There are outstanding questions about the processes that led to the establish­ment of the first sedentary villages like Mehrgarh. The rise and dispersal of farming practices in South Asia likely must have seen the displacement of pre­existing mobile hunter-gatherer populations, the conversion of these popula­tions to an agricultural lifestyle, and/or their co-existence with settled populations.

Life at Mehrgarh period i

The earliest occupation at Mehrgarh was exposed in area mr 3 and comprises 7 m of stratified deposits made up of the remains of nine separate building phases.[577] These levels are ostensibly aceramic, though they contain fired ceramic figurines and remains of asphalt-covered baskets. The earliest period i levels are characterized by a barley-dominated agricultural econ­omy, with the evidence for cereal exploitation primarily coming from grain impressions and charred remains preserved in mud bricks. Naked six-row barley (Hordeum vulgare) makes up more than 90 per cent of the seeds and impressions identified, while domestic hulled six-row and wild and domes­tic hulled two-row barley were also present, and very low proportions of domestic emmer, domestic einkorn, and a free threshing wheat were attested.[578] The faunal assemblage for period i is dominated by wild species, including gazelle, goats, sheep, deer, buffalo, and cattle, though significant numbers of goat kids in burials and the remains of relatively small subadult or adult animals in trash deposits indicate that behaviourally domesticated goats were exploited from the earliest levels.[579] The earliest inhabitants of the site thus appear to have engaged in hunting in combination with the cultivation of domesticated crops and keeping of domesticated animals.
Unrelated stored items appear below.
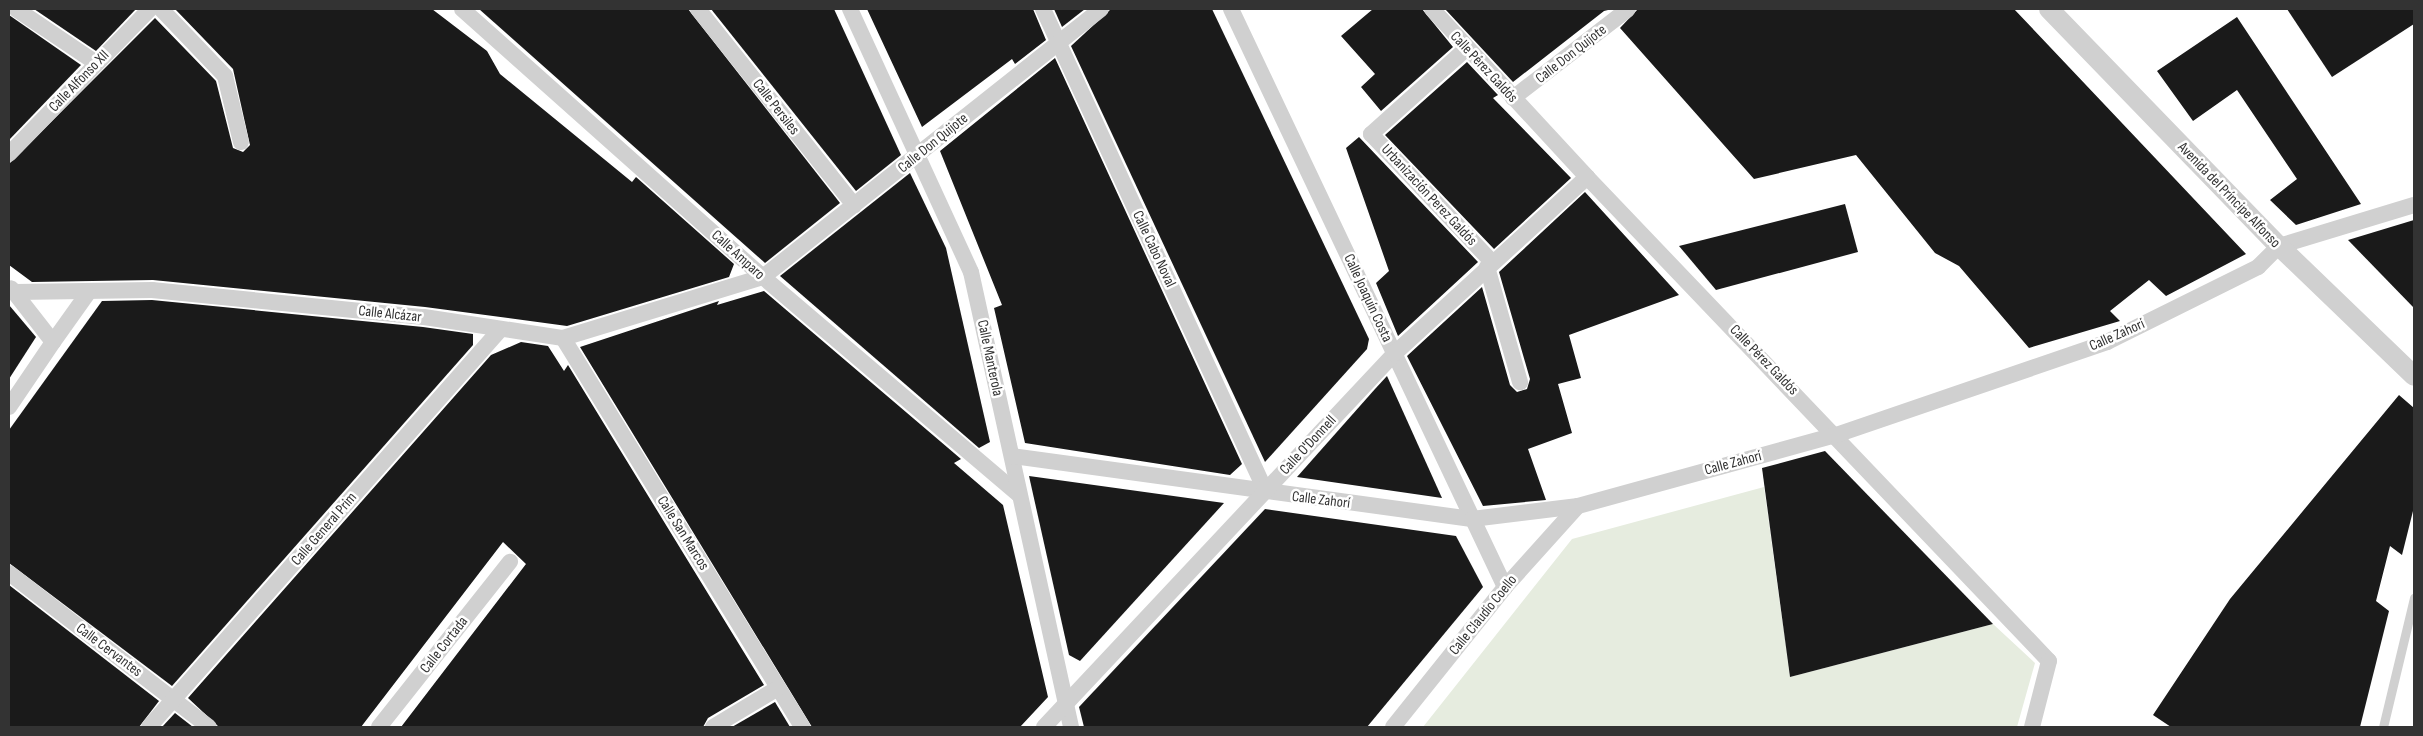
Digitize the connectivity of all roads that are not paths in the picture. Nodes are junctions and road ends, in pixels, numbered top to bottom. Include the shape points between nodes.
1 (16, 9) edge
2 (150, 9) edge
3 (161, 9) edge
4 (462, 9) edge
5 (698, 9) edge
6 (850, 9) edge
7 (1043, 9) edge
8 (1101, 9) edge
9 (1231, 9) edge
10 (1432, 9) edge
11 (1628, 9) edge
12 (2049, 9) edge
13 (1059, 42) junction
14 (1467, 48) junction
15 (96, 63) junction
16 (1513, 98) junction
17 (241, 142) dead end
18 (9, 154) edge
19 (919, 155) junction
20 (1586, 177) junction
21 (854, 205) junction
22 (2414, 205) edge
23 (2279, 246) junction
24 (1489, 264) junction
25 (763, 277) junction
26 (13, 289) edge
27 (88, 293) junction
28 (499, 331) junction
29 (563, 338) junction
30 (54, 342) junction
31 (1394, 354) junction
32 (2414, 376) edge
33 (1520, 382) dead end
34 (9, 407) edge
35 (1836, 435) junction
36 (1012, 456) junction
37 (1264, 492) junction
38 (1019, 495) junction
39 (1578, 506) junction
40 (1472, 519) junction
41 (510, 562) dead end
42 (9, 572) edge
43 (1505, 586) junction
44 (2414, 598) edge
45 (778, 688) junction
46 (174, 700) junction
47 (1065, 704) junction
48 (149, 727) edge
49 (209, 727) edge
50 (379, 727) edge
51 (714, 727) edge
52 (802, 727) edge
53 (1044, 727) edge
54 (1071, 727) edge
55 (1393, 727) edge
56 (2032, 727) edge
57 (2383, 727) edge

1 - 15 street
2 - 15 street, Calle Alfonso XII
3 - 17 street via 225,76
4 - 25 street, Calle Amparo
5 - 21 street, Calle Persiles
6 - 19 street, Calle Manterola
7 - 13 street, Calle Cabo Noval
8 - 13 street, Calle Don Quijote
9 - 31 street, Calle Joaquín Costa
10 - 14 street, Calle Pérez Galdós
11 - 16 street, Calle Don Quijote
12 - 23 street, Avenida del Príncipe Alfonso
13 - 19 street, Calle Don Quijote
13 - 37 street, Calle Cabo Noval
14 - 16 street, Calle Pérez Galdós
14 - 24 street, Urbanización Perez Galdós via 1371,134
15 - 18 street, Calle Alfonso XII
16 - 20 street, Calle Pérez Galdós
19 - 21 street, Calle Don Quijote
19 - 36 street, Calle Manterola via 971,272
20 - 24 street, Calle O'Donnell
20 - 35 street, Calle Pérez Galdós
21 - 25 street, Calle Don Quijote
22 - 23 street, Calle Zahorí
23 - 32 street, Avenida del Príncipe Alfonso
23 - 35 street, Calle Zahorí via 2258,267 2107,342
24 - 31 street, Calle O'Donnell
24 - 33 street, Urbanización Perez Galdós
25 - 29 street, Calle Alcázar
25 - 38 street, Calle Amparo
26 - 27 street, Calle Alcázar
26 - 30 street
27 - 28 street, Calle Alcázar via 152,290 424,317
27 - 30 street
28 - 29 street, Calle Alcázar
28 - 46 street, Calle General Prim
29 - 45 street, Calle San Marcos
30 - 34 street
31 - 37 street, Calle O'Donnell
31 - 40 street, Calle Joaquín Costa
35 - 39 street, Calle Zahorí
35 - 56 street, Calle Pérez Galdós via 2049,661
36 - 37 street, Calle Zahorí
36 - 38 street, Calle Manterola
37 - 40 street, Calle Zahorí
37 - 47 street, Calle O'Donnell
38 - 47 street, Calle Manterola
39 - 40 street, Calle Zahorí
39 - 43 street, Calle Claudio Coello
40 - 43 street, Calle Joaquín Costa
41 - 50 street, Calle Cortada
42 - 46 street, Calle Cervantes
43 - 55 street, Calle Claudio Coello
44 - 57 lane
45 - 51 street
45 - 52 street, Calle San Marcos
46 - 48 street, Calle General Prim
46 - 49 street, Calle Cervantes
47 - 53 street, Calle O'Donnell
47 - 54 street, Calle Manterola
Mehrgarh period i appears to have been at least partly contemporaneous with the earliest aceramic levels at the site of Kili Gul Muhammad, which is situated in the Quetta valley, at the other end of the Bolan Pass.[580]

The earliest structures at Mehrgarh are predominantly made of mud or mud brick, and comprise small cell-like rooms that have hearths and occupa­tion deposits containing stone and bone tools.[581] J.-F.

Jarrige et al. have long noted that there are clear similarities in craft products, architecture, and agricultural practices between Mehrgarh and the earliest Neolithic sites in the central and northern Zagros in Iran, which until recently were the closest aceramic sites known to the west (see below). Jarrige et al. have, however, also argued that diffusion from west to east is unlikely, and favour parallel developments achieved by populations that had indirect contact through groups living in the intervening regions.[582]

Figure 11.3 Reproduction of the section along the river adjacent to mr 3 South, showing alternating levels of occupation and grave pits.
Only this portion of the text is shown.